Bir eğitim fakültesinde 'eğitim' ile alakalı ne kadar ders varsa, hepsi bu yüksek lisansın içindedir zaten.
Sizin 4 senede aldığınız 10 15 eğitim dersi, 1.5 seneye yayıldığında ve sadece 'eğitim' dersi olarak belirlendiğinde, tahmin edersiniz herhalde denklendiğini.
Bahsettiğiniz hemşirelik olayı bambaşka, örneklem kümeniz bir kere yanlış.
Teknikerle, mühendisi karşılaştırabilirsiniz ama öğretmenlik ile hemşireliği karşılaştıramazsınız.

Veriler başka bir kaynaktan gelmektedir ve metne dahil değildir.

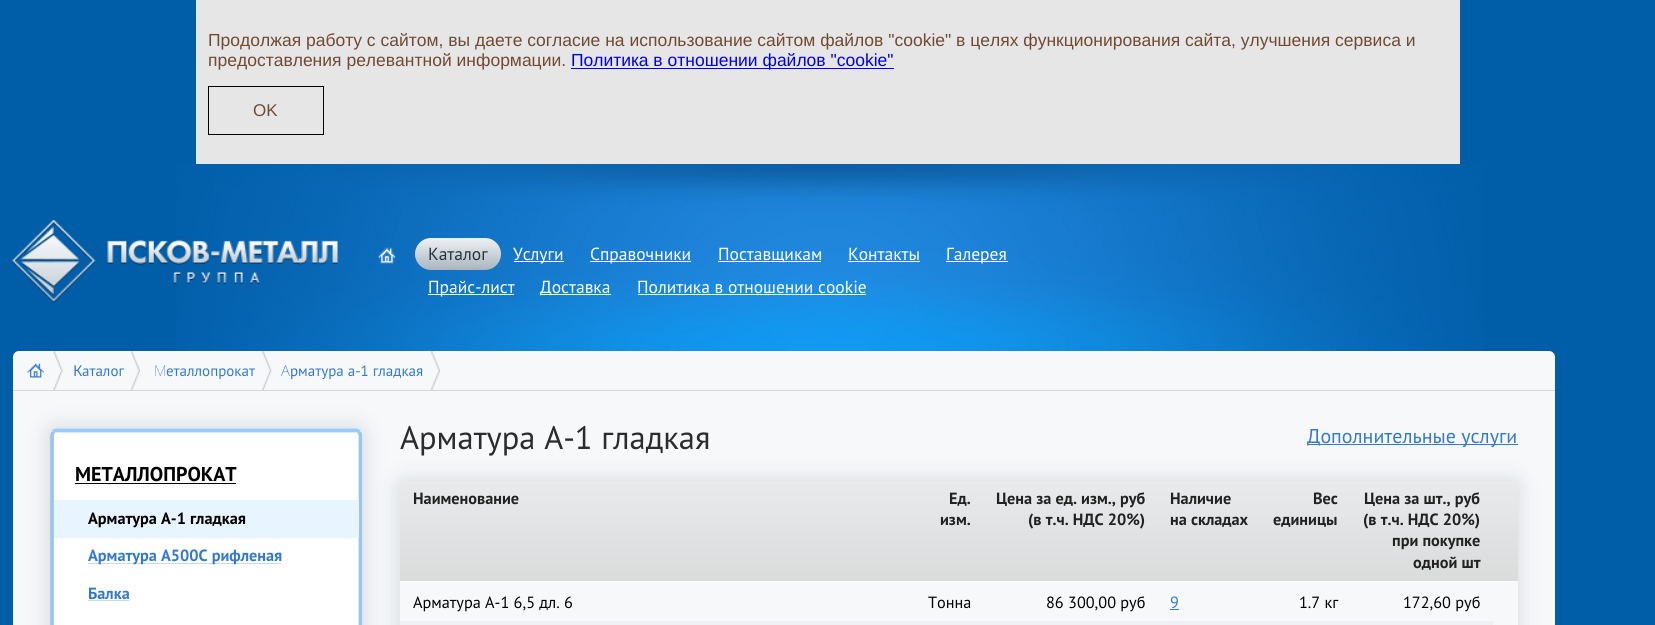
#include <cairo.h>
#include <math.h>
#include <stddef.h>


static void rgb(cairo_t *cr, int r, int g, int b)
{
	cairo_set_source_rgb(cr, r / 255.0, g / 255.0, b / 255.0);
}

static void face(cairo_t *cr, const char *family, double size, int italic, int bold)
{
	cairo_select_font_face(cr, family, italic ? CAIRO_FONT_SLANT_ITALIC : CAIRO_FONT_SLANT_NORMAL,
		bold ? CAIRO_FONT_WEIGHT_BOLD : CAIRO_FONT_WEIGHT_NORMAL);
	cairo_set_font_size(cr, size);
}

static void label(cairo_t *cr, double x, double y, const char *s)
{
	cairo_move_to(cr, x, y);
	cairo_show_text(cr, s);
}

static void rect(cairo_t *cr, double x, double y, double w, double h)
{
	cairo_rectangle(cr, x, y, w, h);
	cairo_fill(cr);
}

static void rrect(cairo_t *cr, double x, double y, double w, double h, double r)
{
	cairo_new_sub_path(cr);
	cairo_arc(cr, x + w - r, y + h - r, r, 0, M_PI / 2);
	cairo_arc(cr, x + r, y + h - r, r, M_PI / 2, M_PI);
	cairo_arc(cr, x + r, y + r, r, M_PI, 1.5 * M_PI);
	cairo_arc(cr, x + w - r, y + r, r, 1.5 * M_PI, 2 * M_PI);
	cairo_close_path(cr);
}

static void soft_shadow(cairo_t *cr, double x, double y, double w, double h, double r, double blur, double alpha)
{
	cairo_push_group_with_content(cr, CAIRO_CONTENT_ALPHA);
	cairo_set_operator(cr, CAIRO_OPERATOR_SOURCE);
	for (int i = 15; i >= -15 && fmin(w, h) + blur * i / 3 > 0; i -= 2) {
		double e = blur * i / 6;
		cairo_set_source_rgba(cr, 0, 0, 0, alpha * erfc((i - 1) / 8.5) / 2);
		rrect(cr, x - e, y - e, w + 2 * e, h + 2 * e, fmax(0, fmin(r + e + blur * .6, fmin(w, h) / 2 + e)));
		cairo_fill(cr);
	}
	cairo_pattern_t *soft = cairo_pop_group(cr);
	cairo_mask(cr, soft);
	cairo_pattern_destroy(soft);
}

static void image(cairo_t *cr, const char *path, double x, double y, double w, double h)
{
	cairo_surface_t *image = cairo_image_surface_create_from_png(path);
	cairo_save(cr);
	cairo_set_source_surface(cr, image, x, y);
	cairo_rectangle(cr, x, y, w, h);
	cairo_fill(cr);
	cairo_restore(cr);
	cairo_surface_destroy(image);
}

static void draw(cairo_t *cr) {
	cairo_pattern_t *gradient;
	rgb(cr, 0, 93, 168);
	cairo_paint(cr);
	rgb(cr, 230, 230, 230);
	rect(cr, 196, 0, 1264, 164);
	face(cr, "Liberation Sans", 17.5, 0, 0);
	rgb(cr, 112, 74, 51);
	label(cr, 208, 46, "Продолжая работу с сайтом, вы даете согласие на использование сайтом файлов \"cookie\" в целях функционирования сайта, улучшения сервиса и");
	label(cr, 208, 66, "предоставления релевантной информации.");
	rgb(cr, 0, 0, 238);
	rect(cr, 571, 68, 323, 1);
	label(cr, 571, 66, "Политика в отношении файлов \"cookie\"");
	cairo_rectangle(cr, 208.5, 86.5, 115, 48);
	rgb(cr, 0, 0, 0);
	cairo_set_line_width(cr, 1);
	cairo_stroke(cr);
	face(cr, "Liberation Sans", 17, 0, 0);
	rgb(cr, 112, 74, 51);
	label(cr, 253, 116, "OK");
	image(cr, "image0.png", 176, 164, 1308, 187);
	image(cr, "image1.png", 12, 220, 326, 83);
	image(cr, "image2.png", 378, 247, 18, 17);
	gradient = cairo_pattern_create_linear(458, 238, 458, 270);
	cairo_pattern_add_color_stop_rgba(gradient, 0, 0.937, 0.949, 0.957, 1);
	cairo_pattern_add_color_stop_rgba(gradient, 1, 0.663, 0.71, 0.745, 1);
	cairo_set_source(cr, gradient);
	cairo_pattern_destroy(gradient);
	rrect(cr, 415, 238, 86, 32, 16);
	cairo_fill(cr);
	face(cr, "PT Sans", 17.5, 0, 0);
	rgb(cr, 38, 52, 63);
	label(cr, 428, 260, "Каталог");
	rgb(cr, 255, 255, 255);
	rect(cr, 514, 261, 50, 1);
	label(cr, 513, 260, "Услуги");
	rect(cr, 590, 261, 101, 1);
	label(cr, 590, 260, "Справочники");
	rect(cr, 718, 261, 103, 1);
	label(cr, 718, 260, "Поставщикам");
	label(cr, 848, 260, "Контакты");
	rect(cr, 848, 261, 72, 1);
	rect(cr, 946, 261, 62, 1);
	label(cr, 946, 260, "Галерея");
	rect(cr, 428, 294, 86, 1);
	label(cr, 428, 293, "Прайс-лист");
	rect(cr, 540, 294, 71, 1);
	label(cr, 540, 293, "Доставка");
	label(cr, 637, 293, "Политика в отношении cookie");
	rect(cr, 638, 294, 228, 1);
	rgb(cr, 246, 248, 250);
	rrect(cr, 13, 351, 1542, 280, 6);
	cairo_fill(cr);
	rgb(cr, 214, 214, 214);
	rect(cr, 13, 390, 1542, 1);
	image(cr, "image3.png", 53, 351, 10, 39);
	image(cr, "image4.png", 27, 363, 17, 15);
	image(cr, "image5.png", 130, 351, 10, 39);
	face(cr, "Noto Sans", 15, 0, 0);
	rgb(cr, 52, 122, 204);
	label(cr, 73, 376, "К");
	face(cr, "PT Sans", 15, 0, 0);
	label(cr, 82, 376, "аталог");
	image(cr, "image6.png", 261, 351, 11, 39);
	face(cr, "Noto Sans Thin", 15, 0, 0);
	label(cr, 154, 376, "М");
	face(cr, "PT Sans", 15, 0, 0);
	label(cr, 166, 376, "еталлопрокат");
	image(cr, "image7.png", 430, 351, 10, 39);
	face(cr, "Noto Sans ExtraLight", 15, 0, 0);
	label(cr, 281, 376, "А");
	face(cr, "PT Sans", 15, 0, 0);
	label(cr, 290, 376, "рматура а-1 гладкая");
	rgb(cr, 203, 205, 210);
	soft_shadow(cr, 46, 425, 320, 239, 10, 9.5, 0.61);
	rgb(cr, 255, 255, 255);
	rrect(cr, 50, 429, 313, 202, 6);
	cairo_fill(cr);
	cairo_new_path(cr);
	cairo_move_to(cr, 53, 432);
	cairo_curve_to(cr, 54, 431, 55, 430.5, 56, 430.5);
	cairo_line_to(cr, 356, 430.5);
	cairo_curve_to(cr, 357.5, 430.5, 358.5, 431, 359.5, 432);
	rgb(cr, 148, 206, 255);
	cairo_set_line_width(cr, 3.8);
	cairo_stroke(cr);
	cairo_new_path(cr);
	cairo_move_to(cr, 359.5, 432);
	cairo_line_to(cr, 360.5, 435);
	cairo_line_to(cr, 360.5, 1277.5);
	cairo_line_to(cr, 359.5, 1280.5);
	rgb(cr, 154, 198, 236);
	cairo_stroke(cr);
	cairo_new_path(cr);
	cairo_move_to(cr, 53, 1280.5);
	cairo_line_to(cr, 52, 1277.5);
	cairo_line_to(cr, 52, 435);
	cairo_line_to(cr, 53, 432);
	cairo_stroke(cr);
	face(cr, "PT Sans", 20, 0, 1);
	rgb(cr, 0, 0, 0);
	label(cr, 75, 481, "МЕТАЛЛОПРОКАТ");
	rect(cr, 75, 483, 161, 1);
	rgb(cr, 232, 244, 255);
	rect(cr, 54, 500, 305, 38);
	face(cr, "PT Sans", 16.25, 0, 1);
	rgb(cr, 0, 0, 0);
	label(cr, 88, 524, "Арматура А-1 гладкая");
	rgb(cr, 197, 217, 234);
	rect(cr, 88, 563, 193, 1);
	rgb(cr, 52, 122, 204);
	label(cr, 88, 561, "Арматура А500С рифленая");
	label(cr, 88, 599, "Балка");
	rgb(cr, 197, 217, 234);
	rect(cr, 88, 600, 41, 1);
	rgb(cr, 203, 205, 210);
	soft_shadow(cr, 396, 478, 1125, 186, 10, 9.5, 0.61);
	face(cr, "PT Sans", 32.5, 0, 0);
	rgb(cr, 44, 44, 44);
	label(cr, 400, 449, "Арматура А-1 гладкая");
	rgb(cr, 52, 122, 204);
	rect(cr, 1308, 444, 210, 1);
	face(cr, "PT Sans", 20, 0, 0);
	label(cr, 1307, 443, "Дополнительные услуги");
	rgb(cr, 246, 248, 250);
	rect(cr, 400, 581, 1118, 44);
	gradient = cairo_pattern_create_linear(658, 481, 658, 581);
	cairo_pattern_add_color_stop_rgba(gradient, 0, 0.91, 0.918, 0.925, 1);
	cairo_pattern_add_color_stop_rgba(gradient, 1, 0.855, 0.859, 0.859, 1);
	cairo_set_source(cr, gradient);
	cairo_pattern_destroy(gradient);
	rect(cr, 400, 481, 515, 100);
	face(cr, "PT Sans", 16.25, 0, 1);
	rgb(cr, 34, 34, 34);
	label(cr, 413, 504, "Наименование");
	gradient = cairo_pattern_create_linear(949, 481, 949, 581);
	cairo_pattern_add_color_stop_rgba(gradient, 0, 0.91, 0.918, 0.925, 1);
	cairo_pattern_add_color_stop_rgba(gradient, 1, 0.855, 0.859, 0.859, 1);
	cairo_set_source(cr, gradient);
	cairo_pattern_destroy(gradient);
	rect(cr, 915, 481, 69, 100);
	rgb(cr, 34, 34, 34);
	label(cr, 949, 504, "Ед.");
	label(cr, 940, 525, "изм.");
	gradient = cairo_pattern_create_linear(1071, 481, 1071, 581);
	cairo_pattern_add_color_stop_rgba(gradient, 0, 0.91, 0.918, 0.925, 1);
	cairo_pattern_add_color_stop_rgba(gradient, 1, 0.855, 0.859, 0.859, 1);
	cairo_set_source(cr, gradient);
	cairo_pattern_destroy(gradient);
	rect(cr, 984, 481, 174, 100);
	rgb(cr, 34, 34, 34);
	label(cr, 996, 504, "Цена за ед. изм., руб");
	label(cr, 1028, 525, "(в т.ч. НДС 20%)");
	gradient = cairo_pattern_create_linear(1209, 481, 1209, 581);
	cairo_pattern_add_color_stop_rgba(gradient, 0, 0.91, 0.918, 0.925, 1);
	cairo_pattern_add_color_stop_rgba(gradient, 1, 0.855, 0.859, 0.859, 1);
	cairo_set_source(cr, gradient);
	cairo_pattern_destroy(gradient);
	rect(cr, 1158, 481, 103, 100);
	rgb(cr, 34, 34, 34);
	label(cr, 1170, 504, "Наличие");
	label(cr, 1170, 525, "на складах");
	gradient = cairo_pattern_create_linear(1306, 481, 1306, 581);
	cairo_pattern_add_color_stop_rgba(gradient, 0, 0.91, 0.918, 0.925, 1);
	cairo_pattern_add_color_stop_rgba(gradient, 1, 0.855, 0.859, 0.859, 1);
	cairo_set_source(cr, gradient);
	cairo_pattern_destroy(gradient);
	rect(cr, 1261, 481, 89, 100);
	rgb(cr, 34, 34, 34);
	label(cr, 1313, 504, "Вес");
	label(cr, 1273, 525, "единицы");
	gradient = cairo_pattern_create_linear(1421, 481, 1421, 581);
	cairo_pattern_add_color_stop_rgba(gradient, 0, 0.91, 0.918, 0.925, 1);
	cairo_pattern_add_color_stop_rgba(gradient, 1, 0.855, 0.859, 0.859, 1);
	cairo_set_source(cr, gradient);
	cairo_pattern_destroy(gradient);
	rect(cr, 1350, 481, 143, 100);
	rgb(cr, 34, 34, 34);
	label(cr, 1364, 504, "Цена за шт., руб");
	label(cr, 1363, 525, "(в т.ч. НДС 20%)");
	label(cr, 1392, 546, "при покупке");
	label(cr, 1413, 568, "одной шт");
	gradient = cairo_pattern_create_linear(1505, 481, 1505, 581);
	cairo_pattern_add_color_stop_rgba(gradient, 0, 0.91, 0.918, 0.925, 1);
	cairo_pattern_add_color_stop_rgba(gradient, 1, 0.855, 0.859, 0.859, 1);
	cairo_set_source(cr, gradient);
	cairo_pattern_destroy(gradient);
	rect(cr, 1493, 481, 25, 100);
	face(cr, "PT Sans", 16.25, 0, 0);
	rgb(cr, 0, 0, 0);
	label(cr, 413, 608, "Арматура А-1 6,5 дл. 6");
	label(cr, 928, 608, "Тонна");
	label(cr, 1046, 608, "86 300,00 руб");
	rgb(cr, 52, 122, 204);
	label(cr, 1170, 608, "9");
	rect(cr, 1170, 609, 9, 1);
	rgb(cr, 0, 0, 0);
	label(cr, 1299, 608, "1.7 кг");
	label(cr, 1403, 608, "172,60 руб");
	rgb(cr, 239, 241, 245);
	rect(cr, 400, 621, 1093, 4);
}

int main(void) {
	cairo_surface_t *surface = cairo_image_surface_create(CAIRO_FORMAT_RGB24, 1655, 625);
	cairo_t *cr = cairo_create(surface);
	cairo_font_options_t *options = cairo_font_options_create();
	cairo_font_options_set_hint_metrics(options, CAIRO_HINT_METRICS_OFF);
	cairo_font_options_set_hint_style(options, CAIRO_HINT_STYLE_NONE);
	cairo_set_font_options(cr, options);
	cairo_set_miter_limit(cr, 4);
	draw(cr);
	cairo_surface_write_to_png(surface, "render.png");
	cairo_font_options_destroy(options);
	cairo_destroy(cr);
	cairo_surface_destroy(surface);
	return 0;
}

Çünkü yineliyorum, lisans döneminde zaten, 'öğreticisi' olacakları konunun bütün detaylarını öğreniyorlar.
Sizin örneğinizle ele alırsam, hemşire ve belki doktor kıyaslanabilir ki o da bir ihtimal yine eğitim farkılığından havada kalır.
Ayrıca kendi mesleğimden bir örnek vereyim, hem de sizin bakış açınızla.

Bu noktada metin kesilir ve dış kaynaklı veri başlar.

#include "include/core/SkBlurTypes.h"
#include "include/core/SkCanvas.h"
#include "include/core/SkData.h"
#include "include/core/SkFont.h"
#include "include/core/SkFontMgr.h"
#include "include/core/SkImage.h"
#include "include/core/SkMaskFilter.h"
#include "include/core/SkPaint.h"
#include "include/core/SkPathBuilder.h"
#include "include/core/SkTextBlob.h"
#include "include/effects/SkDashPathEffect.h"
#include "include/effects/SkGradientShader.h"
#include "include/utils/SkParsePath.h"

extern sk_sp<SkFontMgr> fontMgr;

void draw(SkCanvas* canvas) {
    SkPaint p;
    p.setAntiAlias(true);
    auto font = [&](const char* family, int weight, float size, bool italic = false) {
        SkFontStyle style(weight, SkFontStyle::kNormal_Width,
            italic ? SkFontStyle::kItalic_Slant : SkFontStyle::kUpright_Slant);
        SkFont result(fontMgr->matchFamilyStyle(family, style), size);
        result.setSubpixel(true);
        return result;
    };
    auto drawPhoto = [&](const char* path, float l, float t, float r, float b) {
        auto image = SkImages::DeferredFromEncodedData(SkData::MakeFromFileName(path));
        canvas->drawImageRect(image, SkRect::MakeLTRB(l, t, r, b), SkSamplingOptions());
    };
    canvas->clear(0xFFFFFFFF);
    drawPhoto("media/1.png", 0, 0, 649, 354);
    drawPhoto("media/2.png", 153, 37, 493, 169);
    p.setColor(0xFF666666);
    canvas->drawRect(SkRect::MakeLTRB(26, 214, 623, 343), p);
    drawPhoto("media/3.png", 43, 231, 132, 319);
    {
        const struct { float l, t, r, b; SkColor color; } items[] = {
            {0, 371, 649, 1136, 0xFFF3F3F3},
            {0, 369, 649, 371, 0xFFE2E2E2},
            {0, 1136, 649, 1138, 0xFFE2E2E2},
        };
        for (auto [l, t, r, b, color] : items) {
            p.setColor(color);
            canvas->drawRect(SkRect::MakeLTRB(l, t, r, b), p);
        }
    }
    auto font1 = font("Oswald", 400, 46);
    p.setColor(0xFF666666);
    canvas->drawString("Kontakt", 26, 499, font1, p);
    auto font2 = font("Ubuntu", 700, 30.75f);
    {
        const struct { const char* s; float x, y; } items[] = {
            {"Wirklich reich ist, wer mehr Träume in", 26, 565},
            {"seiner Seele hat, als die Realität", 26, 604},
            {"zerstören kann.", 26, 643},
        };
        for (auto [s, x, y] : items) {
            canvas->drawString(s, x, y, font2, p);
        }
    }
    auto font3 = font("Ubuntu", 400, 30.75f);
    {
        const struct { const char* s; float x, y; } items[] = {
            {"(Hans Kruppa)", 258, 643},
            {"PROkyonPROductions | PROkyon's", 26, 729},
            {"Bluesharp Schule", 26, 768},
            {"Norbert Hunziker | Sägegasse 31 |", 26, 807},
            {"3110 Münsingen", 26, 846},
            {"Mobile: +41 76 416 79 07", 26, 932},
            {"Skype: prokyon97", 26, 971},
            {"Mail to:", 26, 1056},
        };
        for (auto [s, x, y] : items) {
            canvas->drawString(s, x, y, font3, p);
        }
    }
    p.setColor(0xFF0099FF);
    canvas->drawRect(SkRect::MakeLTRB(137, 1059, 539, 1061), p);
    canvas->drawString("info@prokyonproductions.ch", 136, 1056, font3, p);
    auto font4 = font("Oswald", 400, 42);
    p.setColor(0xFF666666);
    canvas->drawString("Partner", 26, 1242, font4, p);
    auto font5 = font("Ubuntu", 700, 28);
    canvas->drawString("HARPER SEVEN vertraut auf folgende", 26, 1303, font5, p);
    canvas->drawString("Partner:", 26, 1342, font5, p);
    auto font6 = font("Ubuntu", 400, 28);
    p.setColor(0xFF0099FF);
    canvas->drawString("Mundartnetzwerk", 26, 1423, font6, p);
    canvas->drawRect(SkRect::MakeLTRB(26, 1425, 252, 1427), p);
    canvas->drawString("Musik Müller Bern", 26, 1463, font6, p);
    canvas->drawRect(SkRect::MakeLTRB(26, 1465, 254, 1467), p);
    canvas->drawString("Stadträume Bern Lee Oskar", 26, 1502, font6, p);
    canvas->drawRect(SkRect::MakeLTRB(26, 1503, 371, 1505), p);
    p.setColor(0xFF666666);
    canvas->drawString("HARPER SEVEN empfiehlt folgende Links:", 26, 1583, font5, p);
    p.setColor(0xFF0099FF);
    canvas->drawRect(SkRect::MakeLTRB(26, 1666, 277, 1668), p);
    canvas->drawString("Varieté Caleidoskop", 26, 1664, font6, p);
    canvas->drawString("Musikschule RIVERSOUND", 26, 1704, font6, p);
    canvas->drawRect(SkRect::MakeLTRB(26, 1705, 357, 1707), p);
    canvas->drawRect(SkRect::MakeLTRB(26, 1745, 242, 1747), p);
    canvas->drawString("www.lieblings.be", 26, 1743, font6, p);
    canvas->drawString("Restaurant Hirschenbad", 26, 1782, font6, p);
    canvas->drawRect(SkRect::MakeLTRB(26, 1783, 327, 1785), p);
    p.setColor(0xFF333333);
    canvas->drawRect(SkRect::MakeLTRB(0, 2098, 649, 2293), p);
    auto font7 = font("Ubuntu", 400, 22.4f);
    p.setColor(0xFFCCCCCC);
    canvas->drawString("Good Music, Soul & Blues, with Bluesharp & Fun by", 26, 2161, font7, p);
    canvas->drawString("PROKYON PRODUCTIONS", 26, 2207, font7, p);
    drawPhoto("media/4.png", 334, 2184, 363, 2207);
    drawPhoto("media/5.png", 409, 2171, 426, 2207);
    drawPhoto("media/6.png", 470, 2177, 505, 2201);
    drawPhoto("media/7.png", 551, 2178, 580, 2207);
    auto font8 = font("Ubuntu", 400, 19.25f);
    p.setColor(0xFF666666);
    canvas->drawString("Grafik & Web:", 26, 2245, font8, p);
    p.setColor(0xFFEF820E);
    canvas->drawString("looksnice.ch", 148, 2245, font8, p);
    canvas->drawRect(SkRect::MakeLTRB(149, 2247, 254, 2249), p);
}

Ben 4 senede, 60 ders, evet tam tamına 60 ders 'medya' eğitimi alırken, bunun denkliği 3-5 ders midir?
Hangi öğretmen gelirse gelsin, en iyi eğitimci olsun, isterse 20 ders alsın ama benim kadar hakim olamaz konuya.
Ama sizden farkım olan sadece 'eğitim' derslerini 1.5 yıl gibi bir sürede tamamlamam ve bu konuda 'öğretici' niteliği taşıyan kişi benim olmam mıdır mantıklı olan?
Ki ayrıca, yine kendi lisansım adına konuşuyorum, birçok ders aldım.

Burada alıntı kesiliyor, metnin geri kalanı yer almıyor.